*** Opening EXTRACTED DATA ***

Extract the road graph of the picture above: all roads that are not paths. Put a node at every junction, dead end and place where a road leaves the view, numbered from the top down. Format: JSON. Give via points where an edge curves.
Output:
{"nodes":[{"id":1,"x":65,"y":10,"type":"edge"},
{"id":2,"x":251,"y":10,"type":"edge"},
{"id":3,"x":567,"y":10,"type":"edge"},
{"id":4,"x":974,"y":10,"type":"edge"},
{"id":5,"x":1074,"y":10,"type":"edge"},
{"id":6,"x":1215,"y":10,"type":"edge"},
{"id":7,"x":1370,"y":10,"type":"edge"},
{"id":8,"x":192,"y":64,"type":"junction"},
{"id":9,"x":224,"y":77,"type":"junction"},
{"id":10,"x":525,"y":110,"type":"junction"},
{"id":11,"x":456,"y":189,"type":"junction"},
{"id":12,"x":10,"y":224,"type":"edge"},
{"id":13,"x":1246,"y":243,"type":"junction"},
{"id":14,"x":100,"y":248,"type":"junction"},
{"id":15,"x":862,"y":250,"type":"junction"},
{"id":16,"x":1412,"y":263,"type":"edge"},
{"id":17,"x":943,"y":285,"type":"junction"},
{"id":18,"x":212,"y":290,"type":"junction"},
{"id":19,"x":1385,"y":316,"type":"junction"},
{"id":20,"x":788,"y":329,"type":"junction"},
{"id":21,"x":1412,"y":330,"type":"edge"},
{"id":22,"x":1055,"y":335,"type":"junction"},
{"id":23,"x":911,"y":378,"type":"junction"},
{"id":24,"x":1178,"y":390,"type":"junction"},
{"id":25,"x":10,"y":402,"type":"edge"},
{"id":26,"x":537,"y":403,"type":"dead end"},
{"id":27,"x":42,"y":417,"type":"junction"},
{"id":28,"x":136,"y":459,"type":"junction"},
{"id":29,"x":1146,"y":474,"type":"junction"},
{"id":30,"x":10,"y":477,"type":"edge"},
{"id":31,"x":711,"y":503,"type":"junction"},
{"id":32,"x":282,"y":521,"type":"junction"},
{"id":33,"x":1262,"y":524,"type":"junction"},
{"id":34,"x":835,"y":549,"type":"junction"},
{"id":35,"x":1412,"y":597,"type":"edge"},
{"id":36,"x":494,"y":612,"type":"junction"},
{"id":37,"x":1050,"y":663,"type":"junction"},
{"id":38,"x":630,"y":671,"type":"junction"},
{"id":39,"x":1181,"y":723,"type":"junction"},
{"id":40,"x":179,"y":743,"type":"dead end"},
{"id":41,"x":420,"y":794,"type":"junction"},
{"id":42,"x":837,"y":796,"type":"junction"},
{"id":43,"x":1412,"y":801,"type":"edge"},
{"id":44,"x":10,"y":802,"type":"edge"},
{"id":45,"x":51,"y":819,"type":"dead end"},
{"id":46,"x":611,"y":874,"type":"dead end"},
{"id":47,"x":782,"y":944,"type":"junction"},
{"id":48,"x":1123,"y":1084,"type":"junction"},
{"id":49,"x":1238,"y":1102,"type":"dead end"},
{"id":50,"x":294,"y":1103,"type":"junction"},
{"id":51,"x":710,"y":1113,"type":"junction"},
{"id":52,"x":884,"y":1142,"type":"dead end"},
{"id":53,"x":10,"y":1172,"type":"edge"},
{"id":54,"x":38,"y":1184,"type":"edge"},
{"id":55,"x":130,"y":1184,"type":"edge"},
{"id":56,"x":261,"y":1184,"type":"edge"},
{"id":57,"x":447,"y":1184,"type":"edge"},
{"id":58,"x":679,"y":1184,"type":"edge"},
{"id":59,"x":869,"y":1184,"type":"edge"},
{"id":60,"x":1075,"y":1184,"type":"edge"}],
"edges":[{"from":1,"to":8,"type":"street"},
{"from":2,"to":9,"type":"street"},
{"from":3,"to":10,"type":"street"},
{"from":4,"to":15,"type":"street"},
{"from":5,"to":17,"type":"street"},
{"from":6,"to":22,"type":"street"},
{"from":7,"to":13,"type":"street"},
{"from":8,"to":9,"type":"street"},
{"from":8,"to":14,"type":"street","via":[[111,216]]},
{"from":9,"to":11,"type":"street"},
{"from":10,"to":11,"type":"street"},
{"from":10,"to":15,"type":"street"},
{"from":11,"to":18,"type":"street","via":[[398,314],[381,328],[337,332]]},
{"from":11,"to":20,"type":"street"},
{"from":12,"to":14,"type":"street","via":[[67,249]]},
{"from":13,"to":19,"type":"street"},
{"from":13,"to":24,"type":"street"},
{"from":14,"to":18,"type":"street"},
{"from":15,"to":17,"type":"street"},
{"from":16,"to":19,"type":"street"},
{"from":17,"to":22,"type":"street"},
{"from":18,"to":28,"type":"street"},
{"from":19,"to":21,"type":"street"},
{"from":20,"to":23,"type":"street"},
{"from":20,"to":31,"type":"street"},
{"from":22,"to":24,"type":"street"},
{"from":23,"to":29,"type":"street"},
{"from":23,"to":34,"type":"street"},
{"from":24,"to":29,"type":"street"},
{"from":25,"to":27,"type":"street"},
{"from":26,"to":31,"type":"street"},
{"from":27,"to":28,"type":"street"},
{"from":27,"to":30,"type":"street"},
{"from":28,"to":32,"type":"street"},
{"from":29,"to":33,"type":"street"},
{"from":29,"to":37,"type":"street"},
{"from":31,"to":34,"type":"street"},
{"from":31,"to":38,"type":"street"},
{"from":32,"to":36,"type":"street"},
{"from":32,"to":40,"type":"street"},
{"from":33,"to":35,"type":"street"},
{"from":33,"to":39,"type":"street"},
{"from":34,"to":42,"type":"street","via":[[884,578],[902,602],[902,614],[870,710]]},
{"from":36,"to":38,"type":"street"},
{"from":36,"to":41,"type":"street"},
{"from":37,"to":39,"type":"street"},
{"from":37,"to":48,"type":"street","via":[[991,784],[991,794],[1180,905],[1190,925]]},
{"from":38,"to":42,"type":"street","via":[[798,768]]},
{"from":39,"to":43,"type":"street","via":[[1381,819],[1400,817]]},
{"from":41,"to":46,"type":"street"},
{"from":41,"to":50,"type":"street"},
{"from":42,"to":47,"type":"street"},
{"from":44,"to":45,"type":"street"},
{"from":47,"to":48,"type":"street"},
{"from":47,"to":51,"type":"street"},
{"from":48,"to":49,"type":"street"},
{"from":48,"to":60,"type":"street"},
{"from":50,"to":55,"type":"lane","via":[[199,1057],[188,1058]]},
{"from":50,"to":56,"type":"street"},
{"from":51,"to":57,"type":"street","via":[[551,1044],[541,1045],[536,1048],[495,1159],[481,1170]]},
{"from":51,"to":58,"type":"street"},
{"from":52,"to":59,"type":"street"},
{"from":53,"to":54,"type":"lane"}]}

*** Closing EXTRACTED DATA ***

TASK TO COMPLETE: Each line of the data should be reproduced exactly as it appears.

EXERCISE RESPONSE:
Extract the road graph of the picture above: all roads that are not paths. Put a node at every junction, dead end and place where a road leaves the view, numbered from the top down. Format: JSON. Give via points where an edge curves.
Output:
{"nodes":[{"id":1,"x":65,"y":10,"type":"edge"},
{"id":2,"x":251,"y":10,"type":"edge"},
{"id":3,"x":567,"y":10,"type":"edge"},
{"id":4,"x":974,"y":10,"type":"edge"},
{"id":5,"x":1074,"y":10,"type":"edge"},
{"id":6,"x":1215,"y":10,"type":"edge"},
{"id":7,"x":1370,"y":10,"type":"edge"},
{"id":8,"x":192,"y":64,"type":"junction"},
{"id":9,"x":224,"y":77,"type":"junction"},
{"id":10,"x":525,"y":110,"type":"junction"},
{"id":11,"x":456,"y":189,"type":"junction"},
{"id":12,"x":10,"y":224,"type":"edge"},
{"id":13,"x":1246,"y":243,"type":"junction"},
{"id":14,"x":100,"y":248,"type":"junction"},
{"id":15,"x":862,"y":250,"type":"junction"},
{"id":16,"x":1412,"y":263,"type":"edge"},
{"id":17,"x":943,"y":285,"type":"junction"},
{"id":18,"x":212,"y":290,"type":"junction"},
{"id":19,"x":1385,"y":316,"type":"junction"},
{"id":20,"x":788,"y":329,"type":"junction"},
{"id":21,"x":1412,"y":330,"type":"edge"},
{"id":22,"x":1055,"y":335,"type":"junction"},
{"id":23,"x":911,"y":378,"type":"junction"},
{"id":24,"x":1178,"y":390,"type":"junction"},
{"id":25,"x":10,"y":402,"type":"edge"},
{"id":26,"x":537,"y":403,"type":"dead end"},
{"id":27,"x":42,"y":417,"type":"junction"},
{"id":28,"x":136,"y":459,"type":"junction"},
{"id":29,"x":1146,"y":474,"type":"junction"},
{"id":30,"x":10,"y":477,"type":"edge"},
{"id":31,"x":711,"y":503,"type":"junction"},
{"id":32,"x":282,"y":521,"type":"junction"},
{"id":33,"x":1262,"y":524,"type":"junction"},
{"id":34,"x":835,"y":549,"type":"junction"},
{"id":35,"x":1412,"y":597,"type":"edge"},
{"id":36,"x":494,"y":612,"type":"junction"},
{"id":37,"x":1050,"y":663,"type":"junction"},
{"id":38,"x":630,"y":671,"type":"junction"},
{"id":39,"x":1181,"y":723,"type":"junction"},
{"id":40,"x":179,"y":743,"type":"dead end"},
{"id":41,"x":420,"y":794,"type":"junction"},
{"id":42,"x":837,"y":796,"type":"junction"},
{"id":43,"x":1412,"y":801,"type":"edge"},
{"id":44,"x":10,"y":802,"type":"edge"},
{"id":45,"x":51,"y":819,"type":"dead end"},
{"id":46,"x":611,"y":874,"type":"dead end"},
{"id":47,"x":782,"y":944,"type":"junction"},
{"id":48,"x":1123,"y":1084,"type":"junction"},
{"id":49,"x":1238,"y":1102,"type":"dead end"},
{"id":50,"x":294,"y":1103,"type":"junction"},
{"id":51,"x":710,"y":1113,"type":"junction"},
{"id":52,"x":884,"y":1142,"type":"dead end"},
{"id":53,"x":10,"y":1172,"type":"edge"},
{"id":54,"x":38,"y":1184,"type":"edge"},
{"id":55,"x":130,"y":1184,"type":"edge"},
{"id":56,"x":261,"y":1184,"type":"edge"},
{"id":57,"x":447,"y":1184,"type":"edge"},
{"id":58,"x":679,"y":1184,"type":"edge"},
{"id":59,"x":869,"y":1184,"type":"edge"},
{"id":60,"x":1075,"y":1184,"type":"edge"}],
"edges":[{"from":1,"to":8,"type":"street"},
{"from":2,"to":9,"type":"street"},
{"from":3,"to":10,"type":"street"},
{"from":4,"to":15,"type":"street"},
{"from":5,"to":17,"type":"street"},
{"from":6,"to":22,"type":"street"},
{"from":7,"to":13,"type":"street"},
{"from":8,"to":9,"type":"street"},
{"from":8,"to":14,"type":"street","via":[[111,216]]},
{"from":9,"to":11,"type":"street"},
{"from":10,"to":11,"type":"street"},
{"from":10,"to":15,"type":"street"},
{"from":11,"to":18,"type":"street","via":[[398,314],[381,328],[337,332]]},
{"from":11,"to":20,"type":"street"},
{"from":12,"to":14,"type":"street","via":[[67,249]]},
{"from":13,"to":19,"type":"street"},
{"from":13,"to":24,"type":"street"},
{"from":14,"to":18,"type":"street"},
{"from":15,"to":17,"type":"street"},
{"from":16,"to":19,"type":"street"},
{"from":17,"to":22,"type":"street"},
{"from":18,"to":28,"type":"street"},
{"from":19,"to":21,"type":"street"},
{"from":20,"to":23,"type":"street"},
{"from":20,"to":31,"type":"street"},
{"from":22,"to":24,"type":"street"},
{"from":23,"to":29,"type":"street"},
{"from":23,"to":34,"type":"street"},
{"from":24,"to":29,"type":"street"},
{"from":25,"to":27,"type":"street"},
{"from":26,"to":31,"type":"street"},
{"from":27,"to":28,"type":"street"},
{"from":27,"to":30,"type":"street"},
{"from":28,"to":32,"type":"street"},
{"from":29,"to":33,"type":"street"},
{"from":29,"to":37,"type":"street"},
{"from":31,"to":34,"type":"street"},
{"from":31,"to":38,"type":"street"},
{"from":32,"to":36,"type":"street"},
{"from":32,"to":40,"type":"street"},
{"from":33,"to":35,"type":"street"},
{"from":33,"to":39,"type":"street"},
{"from":34,"to":42,"type":"street","via":[[884,578],[902,602],[902,614],[870,710]]},
{"from":36,"to":38,"type":"street"},
{"from":36,"to":41,"type":"street"},
{"from":37,"to":39,"type":"street"},
{"from":37,"to":48,"type":"street","via":[[991,784],[991,794],[1180,905],[1190,925]]},
{"from":38,"to":42,"type":"street","via":[[798,768]]},
{"from":39,"to":43,"type":"street","via":[[1381,819],[1400,817]]},
{"from":41,"to":46,"type":"street"},
{"from":41,"to":50,"type":"street"},
{"from":42,"to":47,"type":"street"},
{"from":44,"to":45,"type":"street"},
{"from":47,"to":48,"type":"street"},
{"from":47,"to":51,"type":"street"},
{"from":48,"to":49,"type":"street"},
{"from":48,"to":60,"type":"street"},
{"from":50,"to":55,"type":"lane","via":[[199,1057],[188,1058]]},
{"from":50,"to":56,"type":"street"},
{"from":51,"to":57,"type":"street","via":[[551,1044],[541,1045],[536,1048],[495,1159],[481,1170]]},
{"from":51,"to":58,"type":"street"},
{"from":52,"to":59,"type":"street"},
{"from":53,"to":54,"type":"lane"}]}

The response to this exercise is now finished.